*** DATASET EXTRACT ***

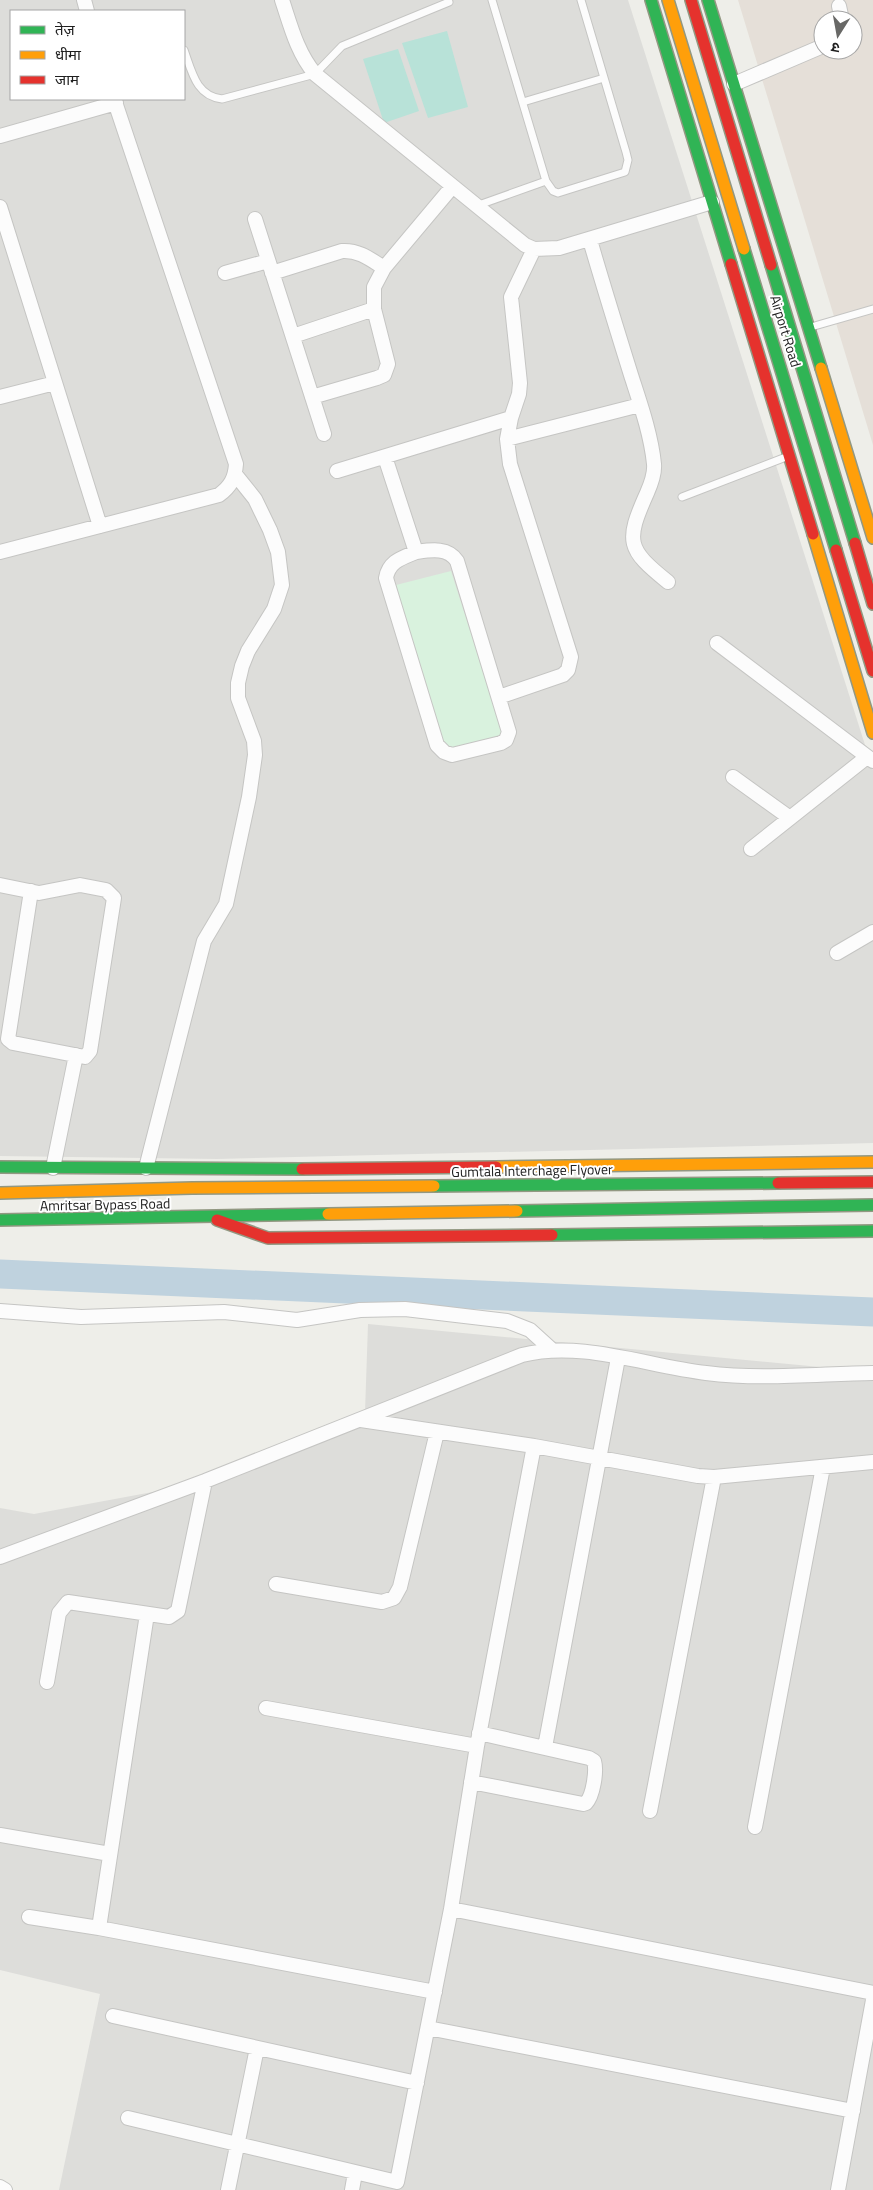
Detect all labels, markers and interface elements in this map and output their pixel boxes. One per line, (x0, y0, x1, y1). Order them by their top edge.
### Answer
legend (10, 10, 185, 100)
north arrow (813, 10, 863, 60)
text: तेज़ (55, 18, 76, 41)
text: उ (829, 37, 841, 59)
text: धीमा (55, 43, 82, 66)
text: जाम (55, 68, 80, 91)
street label: Airport Road (765, 292, 807, 370)
street label: Gumtala Interchage Flyover (451, 1158, 613, 1182)
street label: Amritsar Bypass Road (40, 1192, 170, 1216)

*** End of DATASET EXTRACT ***

WORK REQUIRED
You need to restate all of the entries above exactly and leave the pictures behind.

SOLUTION FOR THIS PROBLEM
Detect all labels, markers and interface elements in this map and output their pixel boxes. One per line, (x0, y0, x1, y1). Order them by their top edge.
### Answer
legend (10, 10, 185, 100)
north arrow (813, 10, 863, 60)
text: तेज़ (55, 18, 76, 41)
text: उ (829, 37, 841, 59)
text: धीमा (55, 43, 82, 66)
text: जाम (55, 68, 80, 91)
street label: Airport Road (765, 292, 807, 370)
street label: Gumtala Interchage Flyover (451, 1158, 613, 1182)
street label: Amritsar Bypass Road (40, 1192, 170, 1216)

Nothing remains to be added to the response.